Home > Good Girl, Bad Blood (A Good Girl's Guide to Murder #2)(63)

Good Girl, Bad Blood (A Good Girl's Guide to Murder #2)(63)
Author: Holly Jackson

‘Or his heart stops.’ Catch and throw.

‘And then his phone is turned off a few minutes later and never turns on again,’ Pip said, lowering her head so her hands could take its weight.

‘Well,’ Ravi began, ‘Luke wasn’t exactly quiet about wanting to kill Jamie, because he thinks he’s the one who catfished him. Isn’t it possible he chased Jamie to the farmhouse?’

‘If Luke was the one who hurt Jamie, I don’t think he would’ve talked to us at all, not even for nine hundred quid.’

‘Fair point,’ Ravi said. ‘But he did lie initially, could have told you about seeing Jamie when you first talked to him and Nat.’

‘Yeah, but, you know, he went out there to cheat on Nat, and Nat was sitting in the room with us. Plus, I’m guessing he prefers not to be associated with missing people, given his line of work.’

‘OK. But the words Jamie said to Luke, they have to be important somehow.’ Ravi sat up, squeezing the socks in his hands. ‘They are the key.’

‘Child broomstick? Child brown sick?’ Pip looked over at him, sceptical. ‘They don’t sound very key.’

‘Maybe Luke misheard. Or maybe they have another meaning we can’t see yet. Look them up.’ He gestured towards her laptop.

‘Look them up?’

‘It’s worth a try, Grumpus.’

‘Fine.’ Pip pressed the power button to awaken her laptop. She double-clicked on Chrome, bringing up a blank Google page. ‘OK.’

She typed in child broomstick and pressed enter. ‘Yep, as I suspected, we’ve got a lot of Halloween costumes for small witches and Quidditch players. Not very helpful.’

‘What did Jamie mean?’ Ravi wondered aloud, sock-ball back in the air. ‘Try the other one.’
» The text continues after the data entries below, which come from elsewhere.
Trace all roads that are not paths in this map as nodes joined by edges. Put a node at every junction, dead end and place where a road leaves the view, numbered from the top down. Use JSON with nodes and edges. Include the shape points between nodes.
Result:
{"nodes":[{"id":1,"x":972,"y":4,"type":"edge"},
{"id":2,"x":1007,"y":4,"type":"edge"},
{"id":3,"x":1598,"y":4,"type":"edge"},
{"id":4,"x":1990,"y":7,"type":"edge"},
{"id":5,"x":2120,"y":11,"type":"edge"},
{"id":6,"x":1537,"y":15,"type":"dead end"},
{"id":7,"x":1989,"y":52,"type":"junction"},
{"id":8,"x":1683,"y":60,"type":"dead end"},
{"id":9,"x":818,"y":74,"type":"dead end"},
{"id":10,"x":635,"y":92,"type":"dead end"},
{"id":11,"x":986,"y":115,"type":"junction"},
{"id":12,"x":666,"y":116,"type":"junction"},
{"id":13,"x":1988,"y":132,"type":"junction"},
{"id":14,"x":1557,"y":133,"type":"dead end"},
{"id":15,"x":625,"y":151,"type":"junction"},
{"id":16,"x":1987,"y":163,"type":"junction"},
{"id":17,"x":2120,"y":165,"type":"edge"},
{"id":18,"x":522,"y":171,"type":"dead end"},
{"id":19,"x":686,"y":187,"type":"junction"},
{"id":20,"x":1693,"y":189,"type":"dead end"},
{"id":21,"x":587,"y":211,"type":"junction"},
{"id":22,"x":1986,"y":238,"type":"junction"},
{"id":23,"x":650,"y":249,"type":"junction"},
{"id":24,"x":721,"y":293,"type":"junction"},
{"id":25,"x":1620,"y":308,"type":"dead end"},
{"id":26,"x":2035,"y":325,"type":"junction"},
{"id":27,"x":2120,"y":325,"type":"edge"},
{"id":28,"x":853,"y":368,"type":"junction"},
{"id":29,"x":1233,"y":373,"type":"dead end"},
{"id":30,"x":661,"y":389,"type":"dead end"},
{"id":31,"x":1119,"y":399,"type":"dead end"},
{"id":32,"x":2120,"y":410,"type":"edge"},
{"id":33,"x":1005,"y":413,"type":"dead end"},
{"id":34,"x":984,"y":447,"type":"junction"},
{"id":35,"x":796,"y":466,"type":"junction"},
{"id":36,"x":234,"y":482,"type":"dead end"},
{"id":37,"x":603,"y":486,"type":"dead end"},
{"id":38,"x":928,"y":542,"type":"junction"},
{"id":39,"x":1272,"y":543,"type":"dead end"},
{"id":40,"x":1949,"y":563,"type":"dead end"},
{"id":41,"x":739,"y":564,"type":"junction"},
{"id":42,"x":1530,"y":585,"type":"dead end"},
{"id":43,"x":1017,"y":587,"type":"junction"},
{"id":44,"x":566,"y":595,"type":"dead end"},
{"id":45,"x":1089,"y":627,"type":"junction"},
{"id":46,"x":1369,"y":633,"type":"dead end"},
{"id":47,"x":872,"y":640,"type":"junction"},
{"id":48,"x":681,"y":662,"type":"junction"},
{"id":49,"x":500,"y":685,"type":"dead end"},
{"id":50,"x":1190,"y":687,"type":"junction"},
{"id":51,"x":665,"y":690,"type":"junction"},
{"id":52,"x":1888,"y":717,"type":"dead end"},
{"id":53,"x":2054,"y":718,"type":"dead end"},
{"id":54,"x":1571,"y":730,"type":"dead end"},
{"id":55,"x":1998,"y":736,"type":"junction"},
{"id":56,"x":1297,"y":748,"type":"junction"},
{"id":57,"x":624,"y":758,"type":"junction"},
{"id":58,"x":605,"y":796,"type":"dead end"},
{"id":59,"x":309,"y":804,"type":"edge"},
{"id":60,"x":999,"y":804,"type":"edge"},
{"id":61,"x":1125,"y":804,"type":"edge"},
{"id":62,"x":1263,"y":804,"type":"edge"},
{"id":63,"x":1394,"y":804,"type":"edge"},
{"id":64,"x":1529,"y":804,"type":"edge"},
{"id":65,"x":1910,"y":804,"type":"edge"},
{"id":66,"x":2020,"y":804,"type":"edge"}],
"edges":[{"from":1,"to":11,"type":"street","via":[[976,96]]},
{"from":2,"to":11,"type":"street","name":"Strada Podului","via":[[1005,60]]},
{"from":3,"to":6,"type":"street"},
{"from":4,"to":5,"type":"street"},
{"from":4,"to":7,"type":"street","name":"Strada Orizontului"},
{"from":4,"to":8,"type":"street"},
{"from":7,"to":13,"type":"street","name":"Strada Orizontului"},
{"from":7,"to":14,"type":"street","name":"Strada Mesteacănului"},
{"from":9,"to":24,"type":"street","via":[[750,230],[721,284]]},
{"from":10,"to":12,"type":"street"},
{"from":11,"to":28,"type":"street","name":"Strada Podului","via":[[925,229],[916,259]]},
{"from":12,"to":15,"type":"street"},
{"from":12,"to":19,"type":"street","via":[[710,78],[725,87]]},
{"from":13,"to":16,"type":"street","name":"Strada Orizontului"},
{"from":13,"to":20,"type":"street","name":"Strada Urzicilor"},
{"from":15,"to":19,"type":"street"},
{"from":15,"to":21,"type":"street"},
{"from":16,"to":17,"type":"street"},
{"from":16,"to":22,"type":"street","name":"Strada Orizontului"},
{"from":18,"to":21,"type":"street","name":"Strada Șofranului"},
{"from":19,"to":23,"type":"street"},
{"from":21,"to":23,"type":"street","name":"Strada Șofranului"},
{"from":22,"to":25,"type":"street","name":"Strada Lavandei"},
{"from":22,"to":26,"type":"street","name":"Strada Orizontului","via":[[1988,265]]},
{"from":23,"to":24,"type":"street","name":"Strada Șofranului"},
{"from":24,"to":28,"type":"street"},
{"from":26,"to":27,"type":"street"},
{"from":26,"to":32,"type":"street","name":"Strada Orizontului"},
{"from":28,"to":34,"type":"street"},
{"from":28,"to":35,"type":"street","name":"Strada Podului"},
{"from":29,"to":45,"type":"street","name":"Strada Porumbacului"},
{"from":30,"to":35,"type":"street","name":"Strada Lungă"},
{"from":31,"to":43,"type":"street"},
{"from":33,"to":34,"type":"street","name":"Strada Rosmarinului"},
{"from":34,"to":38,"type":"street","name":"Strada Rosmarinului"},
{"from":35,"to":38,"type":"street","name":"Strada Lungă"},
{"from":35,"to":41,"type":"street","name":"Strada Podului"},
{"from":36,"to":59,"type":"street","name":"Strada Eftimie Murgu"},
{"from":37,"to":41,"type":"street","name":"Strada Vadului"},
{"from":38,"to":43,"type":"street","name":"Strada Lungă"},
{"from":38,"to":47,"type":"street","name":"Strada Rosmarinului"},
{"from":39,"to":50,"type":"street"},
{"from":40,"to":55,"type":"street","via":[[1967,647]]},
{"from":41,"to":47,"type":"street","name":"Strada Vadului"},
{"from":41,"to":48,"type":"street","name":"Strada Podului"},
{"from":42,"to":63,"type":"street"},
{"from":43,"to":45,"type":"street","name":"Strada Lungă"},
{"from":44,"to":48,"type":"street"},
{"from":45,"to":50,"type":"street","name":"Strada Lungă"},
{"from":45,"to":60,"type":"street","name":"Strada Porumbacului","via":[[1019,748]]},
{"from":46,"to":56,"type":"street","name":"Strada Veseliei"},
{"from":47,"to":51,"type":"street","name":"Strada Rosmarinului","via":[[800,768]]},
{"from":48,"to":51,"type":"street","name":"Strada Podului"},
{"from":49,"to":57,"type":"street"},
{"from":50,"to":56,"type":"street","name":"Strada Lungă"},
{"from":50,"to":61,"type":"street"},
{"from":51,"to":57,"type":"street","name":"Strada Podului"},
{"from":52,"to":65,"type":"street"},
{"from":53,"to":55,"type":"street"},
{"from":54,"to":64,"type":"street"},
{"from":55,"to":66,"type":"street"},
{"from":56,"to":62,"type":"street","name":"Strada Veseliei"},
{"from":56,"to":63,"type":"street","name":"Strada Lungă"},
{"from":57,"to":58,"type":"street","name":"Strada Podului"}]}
‘Urgh, fine, but I’m telling you now, I’m not clicking on images for this one,’ Pip said, clearing the search bar and typing in child brown sick. She pressed enter and the top result, as expected, was a website about kids’ health, with a page titled Vomiting. ‘See, I said this was pointle—’

The word got caught halfway up her throat, stalling there as Pip’s eyes narrowed. Just below the search bar, Google was asking her: Did you mean: Child Brunswick

‘Child Brunswick.’ She said it quietly, sounding out the words on her lips. They felt familiar somehow, pushed together like that.

‘What’s that?’

Ravi slid off the bed and padded over as Pip clicked on Google’s suggestion and the page of results changed, replaced by articles from all of the large news outlets. Pip’s eyes skimmed down them.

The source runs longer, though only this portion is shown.